Records for this exercise —
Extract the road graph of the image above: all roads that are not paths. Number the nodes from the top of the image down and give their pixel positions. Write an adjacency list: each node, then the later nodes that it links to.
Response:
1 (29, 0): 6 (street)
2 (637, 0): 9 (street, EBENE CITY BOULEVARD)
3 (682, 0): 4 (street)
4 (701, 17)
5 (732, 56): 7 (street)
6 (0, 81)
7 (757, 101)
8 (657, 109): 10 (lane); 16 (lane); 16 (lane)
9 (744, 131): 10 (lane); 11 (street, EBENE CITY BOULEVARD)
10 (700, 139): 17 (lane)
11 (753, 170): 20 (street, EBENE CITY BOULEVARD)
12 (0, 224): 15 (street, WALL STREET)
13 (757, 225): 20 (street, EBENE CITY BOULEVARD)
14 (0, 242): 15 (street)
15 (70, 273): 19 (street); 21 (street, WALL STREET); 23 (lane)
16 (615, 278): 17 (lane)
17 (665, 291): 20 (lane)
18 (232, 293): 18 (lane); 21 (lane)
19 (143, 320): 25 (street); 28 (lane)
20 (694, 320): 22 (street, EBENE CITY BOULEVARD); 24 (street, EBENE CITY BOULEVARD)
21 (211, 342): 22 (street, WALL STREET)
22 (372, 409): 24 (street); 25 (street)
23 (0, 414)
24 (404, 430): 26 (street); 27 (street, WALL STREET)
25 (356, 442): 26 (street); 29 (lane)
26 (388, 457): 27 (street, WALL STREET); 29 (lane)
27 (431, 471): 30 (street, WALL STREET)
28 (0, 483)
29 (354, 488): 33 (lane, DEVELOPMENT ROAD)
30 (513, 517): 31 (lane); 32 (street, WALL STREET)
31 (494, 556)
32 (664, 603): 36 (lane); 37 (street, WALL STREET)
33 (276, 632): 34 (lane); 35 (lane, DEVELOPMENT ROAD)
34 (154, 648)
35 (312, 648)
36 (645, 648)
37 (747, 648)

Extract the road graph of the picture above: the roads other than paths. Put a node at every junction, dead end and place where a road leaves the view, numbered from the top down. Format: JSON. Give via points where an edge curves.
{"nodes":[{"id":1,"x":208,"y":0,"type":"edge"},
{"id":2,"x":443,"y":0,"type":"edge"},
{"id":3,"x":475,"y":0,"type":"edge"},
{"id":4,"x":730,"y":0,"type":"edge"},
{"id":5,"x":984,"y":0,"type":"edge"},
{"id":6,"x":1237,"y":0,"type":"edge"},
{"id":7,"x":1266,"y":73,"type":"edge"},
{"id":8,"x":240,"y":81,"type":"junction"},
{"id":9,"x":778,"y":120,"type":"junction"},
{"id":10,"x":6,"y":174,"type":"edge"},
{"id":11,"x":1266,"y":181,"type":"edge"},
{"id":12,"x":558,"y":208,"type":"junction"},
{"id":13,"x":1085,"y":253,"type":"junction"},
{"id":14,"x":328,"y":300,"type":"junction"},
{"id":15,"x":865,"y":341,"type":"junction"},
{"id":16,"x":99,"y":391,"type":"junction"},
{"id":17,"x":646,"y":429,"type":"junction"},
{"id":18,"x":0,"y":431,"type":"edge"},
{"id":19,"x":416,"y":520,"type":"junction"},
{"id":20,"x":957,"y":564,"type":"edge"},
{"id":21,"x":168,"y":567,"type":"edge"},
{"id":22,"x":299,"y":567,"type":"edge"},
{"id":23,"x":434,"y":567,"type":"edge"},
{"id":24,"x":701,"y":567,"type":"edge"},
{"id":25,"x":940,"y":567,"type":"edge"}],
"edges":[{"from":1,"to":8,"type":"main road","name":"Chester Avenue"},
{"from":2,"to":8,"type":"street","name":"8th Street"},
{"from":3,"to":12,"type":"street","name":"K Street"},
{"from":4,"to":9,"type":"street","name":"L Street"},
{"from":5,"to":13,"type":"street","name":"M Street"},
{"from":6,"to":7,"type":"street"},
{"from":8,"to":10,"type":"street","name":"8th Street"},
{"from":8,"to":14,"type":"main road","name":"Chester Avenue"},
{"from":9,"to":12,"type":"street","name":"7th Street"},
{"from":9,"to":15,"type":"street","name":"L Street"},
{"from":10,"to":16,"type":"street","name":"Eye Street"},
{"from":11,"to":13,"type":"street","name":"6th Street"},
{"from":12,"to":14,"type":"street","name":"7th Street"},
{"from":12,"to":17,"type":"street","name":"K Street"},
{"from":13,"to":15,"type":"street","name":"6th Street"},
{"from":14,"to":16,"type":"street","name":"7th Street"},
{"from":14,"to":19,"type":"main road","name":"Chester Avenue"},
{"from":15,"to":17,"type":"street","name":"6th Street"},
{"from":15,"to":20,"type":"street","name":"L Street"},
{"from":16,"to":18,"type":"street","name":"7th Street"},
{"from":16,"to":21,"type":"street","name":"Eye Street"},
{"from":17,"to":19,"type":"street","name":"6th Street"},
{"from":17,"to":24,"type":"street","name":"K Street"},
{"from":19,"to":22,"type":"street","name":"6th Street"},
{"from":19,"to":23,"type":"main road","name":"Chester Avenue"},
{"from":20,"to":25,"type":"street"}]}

Work required — Line by line, write out the records above exactly.

Exercise answer —
Extract the road graph of the image above: all roads that are not paths. Number the nodes from the top of the image down and give their pixel positions. Write an adjacency list: each node, then the later nodes that it links to.
Response:
1 (29, 0): 6 (street)
2 (637, 0): 9 (street, EBENE CITY BOULEVARD)
3 (682, 0): 4 (street)
4 (701, 17)
5 (732, 56): 7 (street)
6 (0, 81)
7 (757, 101)
8 (657, 109): 10 (lane); 16 (lane); 16 (lane)
9 (744, 131): 10 (lane); 11 (street, EBENE CITY BOULEVARD)
10 (700, 139): 17 (lane)
11 (753, 170): 20 (street, EBENE CITY BOULEVARD)
12 (0, 224): 15 (street, WALL STREET)
13 (757, 225): 20 (street, EBENE CITY BOULEVARD)
14 (0, 242): 15 (street)
15 (70, 273): 19 (street); 21 (street, WALL STREET); 23 (lane)
16 (615, 278): 17 (lane)
17 (665, 291): 20 (lane)
18 (232, 293): 18 (lane); 21 (lane)
19 (143, 320): 25 (street); 28 (lane)
20 (694, 320): 22 (street, EBENE CITY BOULEVARD); 24 (street, EBENE CITY BOULEVARD)
21 (211, 342): 22 (street, WALL STREET)
22 (372, 409): 24 (street); 25 (street)
23 (0, 414)
24 (404, 430): 26 (street); 27 (street, WALL STREET)
25 (356, 442): 26 (street); 29 (lane)
26 (388, 457): 27 (street, WALL STREET); 29 (lane)
27 (431, 471): 30 (street, WALL STREET)
28 (0, 483)
29 (354, 488): 33 (lane, DEVELOPMENT ROAD)
30 (513, 517): 31 (lane); 32 (street, WALL STREET)
31 (494, 556)
32 (664, 603): 36 (lane); 37 (street, WALL STREET)
33 (276, 632): 34 (lane); 35 (lane, DEVELOPMENT ROAD)
34 (154, 648)
35 (312, 648)
36 (645, 648)
37 (747, 648)

Extract the road graph of the picture above: the roads other than paths. Put a node at every junction, dead end and place where a road leaves the view, numbered from the top down. Format: JSON. Give via points where an edge curves.
{"nodes":[{"id":1,"x":208,"y":0,"type":"edge"},
{"id":2,"x":443,"y":0,"type":"edge"},
{"id":3,"x":475,"y":0,"type":"edge"},
{"id":4,"x":730,"y":0,"type":"edge"},
{"id":5,"x":984,"y":0,"type":"edge"},
{"id":6,"x":1237,"y":0,"type":"edge"},
{"id":7,"x":1266,"y":73,"type":"edge"},
{"id":8,"x":240,"y":81,"type":"junction"},
{"id":9,"x":778,"y":120,"type":"junction"},
{"id":10,"x":6,"y":174,"type":"edge"},
{"id":11,"x":1266,"y":181,"type":"edge"},
{"id":12,"x":558,"y":208,"type":"junction"},
{"id":13,"x":1085,"y":253,"type":"junction"},
{"id":14,"x":328,"y":300,"type":"junction"},
{"id":15,"x":865,"y":341,"type":"junction"},
{"id":16,"x":99,"y":391,"type":"junction"},
{"id":17,"x":646,"y":429,"type":"junction"},
{"id":18,"x":0,"y":431,"type":"edge"},
{"id":19,"x":416,"y":520,"type":"junction"},
{"id":20,"x":957,"y":564,"type":"edge"},
{"id":21,"x":168,"y":567,"type":"edge"},
{"id":22,"x":299,"y":567,"type":"edge"},
{"id":23,"x":434,"y":567,"type":"edge"},
{"id":24,"x":701,"y":567,"type":"edge"},
{"id":25,"x":940,"y":567,"type":"edge"}],
"edges":[{"from":1,"to":8,"type":"main road","name":"Chester Avenue"},
{"from":2,"to":8,"type":"street","name":"8th Street"},
{"from":3,"to":12,"type":"street","name":"K Street"},
{"from":4,"to":9,"type":"street","name":"L Street"},
{"from":5,"to":13,"type":"street","name":"M Street"},
{"from":6,"to":7,"type":"street"},
{"from":8,"to":10,"type":"street","name":"8th Street"},
{"from":8,"to":14,"type":"main road","name":"Chester Avenue"},
{"from":9,"to":12,"type":"street","name":"7th Street"},
{"from":9,"to":15,"type":"street","name":"L Street"},
{"from":10,"to":16,"type":"street","name":"Eye Street"},
{"from":11,"to":13,"type":"street","name":"6th Street"},
{"from":12,"to":14,"type":"street","name":"7th Street"},
{"from":12,"to":17,"type":"street","name":"K Street"},
{"from":13,"to":15,"type":"street","name":"6th Street"},
{"from":14,"to":16,"type":"street","name":"7th Street"},
{"from":14,"to":19,"type":"main road","name":"Chester Avenue"},
{"from":15,"to":17,"type":"street","name":"6th Street"},
{"from":15,"to":20,"type":"street","name":"L Street"},
{"from":16,"to":18,"type":"street","name":"7th Street"},
{"from":16,"to":21,"type":"street","name":"Eye Street"},
{"from":17,"to":19,"type":"street","name":"6th Street"},
{"from":17,"to":24,"type":"street","name":"K Street"},
{"from":19,"to":22,"type":"street","name":"6th Street"},
{"from":19,"to":23,"type":"main road","name":"Chester Avenue"},
{"from":20,"to":25,"type":"street"}]}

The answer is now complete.